Hoy como ayer y siempre es válida la invitación del Señor Jesús: “Venid aparte, a un lugar solitario, y descansad un poco” (Mc 6, 31). Pero hay una soledad-ausencia que deshumaniza al hombre, un signo de la ausencia de los demás, y lo que es peor, de uno mismo. Jesús no invita a este tipo de soledad, sino de soledad-comunión que supone en primer lugar la confianza absoluta y una toma de conciencia de la presencia de Dios en la persona humana, de la presencia de la persona en sí misma y en los demás a modo de acompañamiento, no tanto a través de los avatares diarios, sino en la peregrinación interior del hombre. Jesús asumió en su persona esta soledad que es además prueba (Mt 4, 1-11), oración y silencio (Mc 1, 35,45).
El lenguaje de la soledad-presencia lleva consigo todo un programa de madurez y de sabiduría, una prudente ordenación de ritmos, de actividades y de lugares dentro del monasterio junto con un relativo cauce de comunicación con la sociedad y el mundo del hombre contemporáneo.
Nada hay más precioso, nada más delicado y frágil que este equilibrio silencioso y solitario, siempre amenazado por nuestros propios ruidos, nuestros desórdenes y miedos aislantes.
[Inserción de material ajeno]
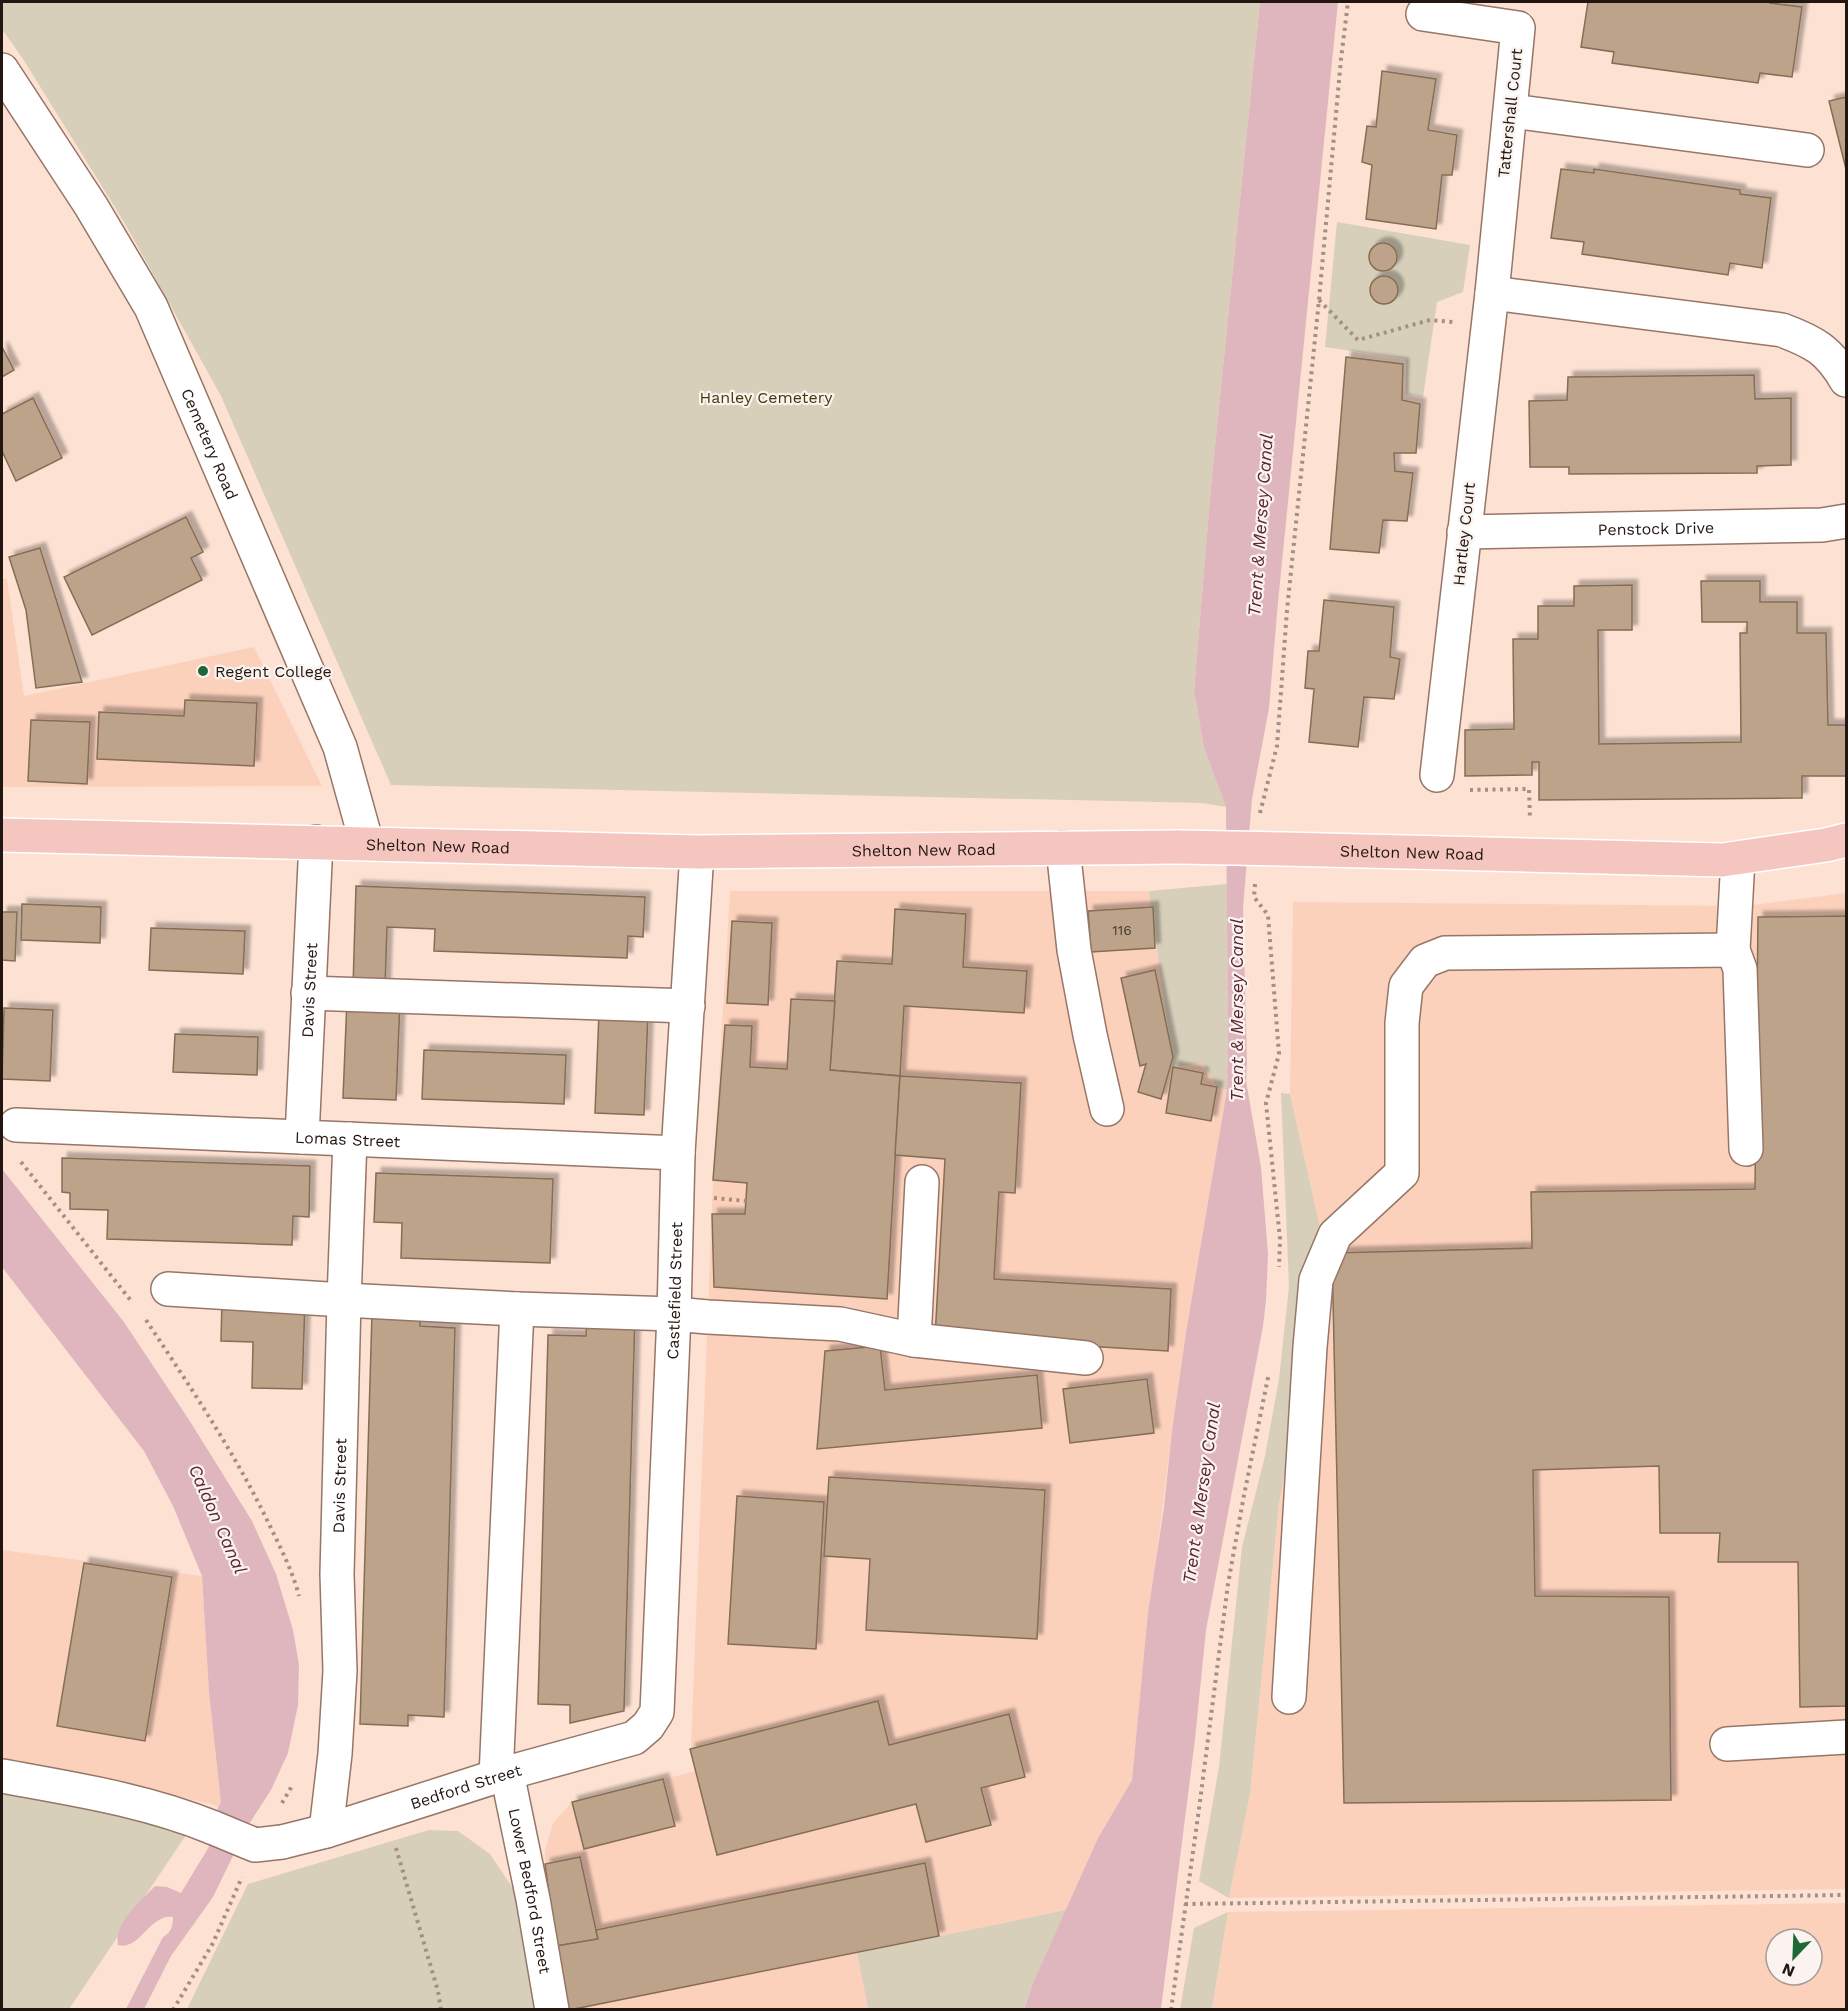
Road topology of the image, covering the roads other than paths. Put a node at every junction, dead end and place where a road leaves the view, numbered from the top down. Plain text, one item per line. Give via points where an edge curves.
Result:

Pero disponemos de un baremo: el silencio, la oración y la soledad de presencia y comunión como hontanar de alegría. La alegría es signo de vida, de música y armonía en el corazón del hombre, cuando percibe a través del silencio la belleza de las cosas, la transparencia de los seres y el esplendor de la Presencia de un bien que nos libera. Este gozo en lo más íntimo del corazón y en el medio ambiente del monasterio es uno de los testimonios más irrecusables acerca del Dios vivo.
Quietud
Quietud y sosiego, tranquilidad y descanso, son un fruto inmediato de la pobreza, de la virginidad y del seguimiento de Cristo por el Reino de los Cielos” (Ap 6,11).
El monje sabe que un sosiego exterior brota del espacio de silencio que le rodea, de una armonía de quehaceres que entretejen su jornada, de un atmósfera de soledad que pacifica el corazón y su vida entera. Sabe que el Señor es nuestra paz; y que la sigue ofreciendo como un don a los que se le acercan con el corazón sosegado. “mi paz os dejo, mi paz os doy” (Jn 14,27).
El monje se transforma en artesano de paz, mientras le acompaña a lo largo de su vida la bendición de Jesús: “Dichosos los que trabajan por la paz, porque serán llamados hijos de Dios” (Mt 5,9).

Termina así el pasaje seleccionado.